How MIPS Scoring Works

Each year, clinicians participating in MIPS are scored on a 0 to 100 point scale based on their performance across the four categories. That score directly determines a payment adjustment applied to Medicare reimbursements two years later. For example, performance during the 2025 calendar year feeds into payment adjustments that take effect on January 1, 2028.

The performance threshold, the score you need to avoid a penalty, is set at 75 points through 2028. Score below that, and your Medicare payments are reduced on a sliding scale, with the maximum negative adjustment reaching 9%. Score between 0 and 18.75 points, and you face the full 9% cut. Score above 75, and you receive a positive adjustment, though the exact size of that bonus depends on how everyone else performs. MIPS is budget-neutral by law, meaning total penalties must roughly equal total bonuses, so positive adjustments are scaled up or down each year based on the distribution of scores.

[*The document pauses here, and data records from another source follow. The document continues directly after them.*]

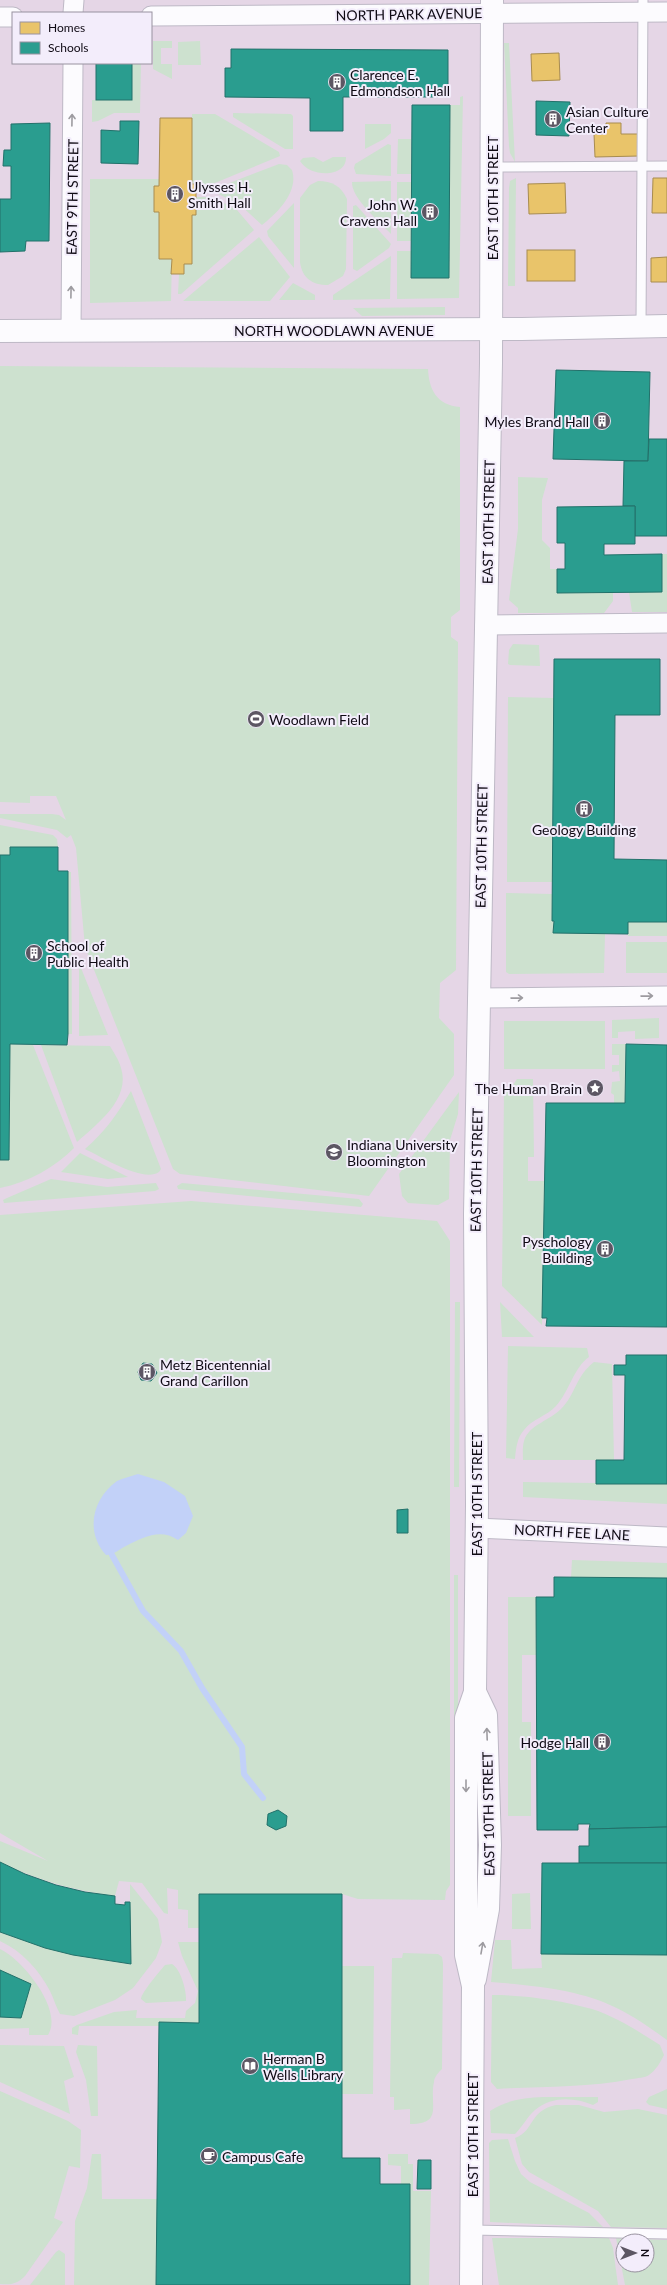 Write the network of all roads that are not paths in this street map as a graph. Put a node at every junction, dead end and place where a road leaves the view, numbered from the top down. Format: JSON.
{"nodes":[{"id":1,"x":74,"y":0,"type":"edge"},
{"id":2,"x":643,"y":6,"type":"edge"},
{"id":3,"x":492,"y":7,"type":"edge"},
{"id":4,"x":73,"y":12,"type":"edge"},
{"id":5,"x":667,"y":12,"type":"edge"},
{"id":6,"x":152,"y":16,"type":"edge"},
{"id":7,"x":0,"y":17,"type":"edge"},
{"id":8,"x":12,"y":17,"type":"edge"},
{"id":9,"x":73,"y":64,"type":"edge"},
{"id":10,"x":642,"y":166,"type":"junction"},
{"id":11,"x":667,"y":166,"type":"edge"},
{"id":12,"x":492,"y":167,"type":"junction"},
{"id":13,"x":641,"y":326,"type":"junction"},
{"id":14,"x":667,"y":326,"type":"edge"},
{"id":15,"x":491,"y":329,"type":"junction"},
{"id":16,"x":0,"y":331,"type":"edge"},
{"id":17,"x":71,"y":331,"type":"junction"},
{"id":18,"x":667,"y":623,"type":"edge"},
{"id":19,"x":485,"y":625,"type":"junction"},
{"id":20,"x":667,"y":996,"type":"edge"},
{"id":21,"x":478,"y":998,"type":"junction"},
{"id":22,"x":476,"y":1528,"type":"junction"},
{"id":23,"x":667,"y":1537,"type":"edge"},
{"id":24,"x":471,"y":2230,"type":"junction"},
{"id":25,"x":667,"y":2234,"type":"edge"},
{"id":26,"x":471,"y":2285,"type":"edge"}],
"edges":[{"from":1,"to":4,"type":"street"},
{"from":2,"to":3,"type":"street","name":"NORTH PARK AVENUE"},
{"from":2,"to":5,"type":"street","name":"NORTH PARK AVENUE"},
{"from":2,"to":10,"type":"lane"},
{"from":3,"to":6,"type":"street","name":"NORTH PARK AVENUE"},
{"from":3,"to":12,"type":"street","name":"EAST 10TH STREET"},
{"from":7,"to":8,"type":"street"},
{"from":17,"to":9,"type":"street","name":"EAST 9TH STREET","one_way":true},
{"from":10,"to":11,"type":"lane"},
{"from":10,"to":12,"type":"lane"},
{"from":10,"to":13,"type":"lane"},
{"from":12,"to":15,"type":"street","name":"EAST 10TH STREET"},
{"from":13,"to":14,"type":"street","name":"NORTH WOODLAWN AVENUE"},
{"from":13,"to":15,"type":"street","name":"NORTH WOODLAWN AVENUE"},
{"from":15,"to":17,"type":"street","name":"NORTH WOODLAWN AVENUE"},
{"from":15,"to":19,"type":"street","name":"EAST 10TH STREET"},
{"from":16,"to":17,"type":"street","name":"NORTH WOODLAWN AVENUE"},
{"from":18,"to":19,"type":"street"},
{"from":19,"to":21,"type":"street","name":"EAST 10TH STREET"},
{"from":21,"to":20,"type":"street","one_way":true},
{"from":21,"to":22,"type":"street","name":"EAST 10TH STREET"},
{"from":22,"to":23,"type":"street","name":"NORTH FEE LANE"},
{"from":22,"to":24,"type":"street","name":"EAST 10TH STREET"},
{"from":24,"to":25,"type":"lane"},
{"from":24,"to":26,"type":"street","name":"EAST 10TH STREET"}]}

The submission window for reporting performance data typically opens in early January and closes at the end of March the following year. For the 2025 performance period, submissions are due by March 31, 2027.

Who Has to Participate

MACRA applies to a broad range of clinician types who bill Medicare. The list includes physicians (MDs, DOs, dentists, podiatrists, and optometrists), physician assistants, nurse practitioners, clinical nurse specialists, certified registered nurse anesthetists, physical therapists, occupational therapists, clinical psychologists, speech-language pathologists, audiologists, registered dietitians, clinical social workers, and certified nurse midwives. Chiropractors and osteopathic practitioners are also included.

If your specialty code on Medicare claims matches one of these clinician types, you’re generally subject to MIPS unless you qualify as a QP through an Advanced APM or meet certain low-volume exclusion criteria.

Partial QP Status

Not everyone in an Advanced APM fully qualifies for QP status. Clinicians who participate but fall short of the payment or patient count thresholds can achieve Partial QP status. This gives you a choice: you can opt out of MIPS entirely (receiving no adjustment, positive or negative) or you can voluntarily report to MIPS and receive whatever payment adjustment your score earns. If you choose to report, you must meet all standard MIPS requirements through one of the available reporting pathways.

How MACRA Affects Patient Care

MACRA’s design is built on the idea that tying money to quality measures will improve clinical outcomes. The measures themselves cover things like whether patients with high blood pressure achieve control, whether heart failure patients are readmitted to the hospital, and in some cases, mortality rates. Evidence from cardiology practices suggests this approach can work: after implementing quality improvement programs tied to these measures, adherence improved in five out of seven tracked quality metrics within 24 months. In one case, the use of a guideline-recommended heart device improved by 27% over two years after a quality program was introduced.

There are legitimate concerns, though. When clinicians are judged on outcomes, there’s a risk of avoiding the sickest or most complex patients to keep scores high, particularly when results are publicly reported. Patients with multiple chronic conditions, fewer resources, or lower health literacy could theoretically be turned away by clinicians worried about their performance numbers. Risk adjustment methods exist to account for patient complexity, but they don’t fully eliminate this incentive.

The Payment Update Structure

Beyond performance-based adjustments, MACRA also set the baseline trajectory for Medicare physician payment rates. The law provided several years of small, predictable annual increases after repealing the SGR, followed by a period with no automatic updates. Starting with recent performance years, the annual update is built into the conversion factor: 0.75% for QPs in Advanced APMs and 0.25% for everyone else. These are modest numbers, and many physician groups have argued they don’t keep pace with inflation or rising practice costs, but they replaced the annual chaos of the SGR era with something clinicians could at least plan around.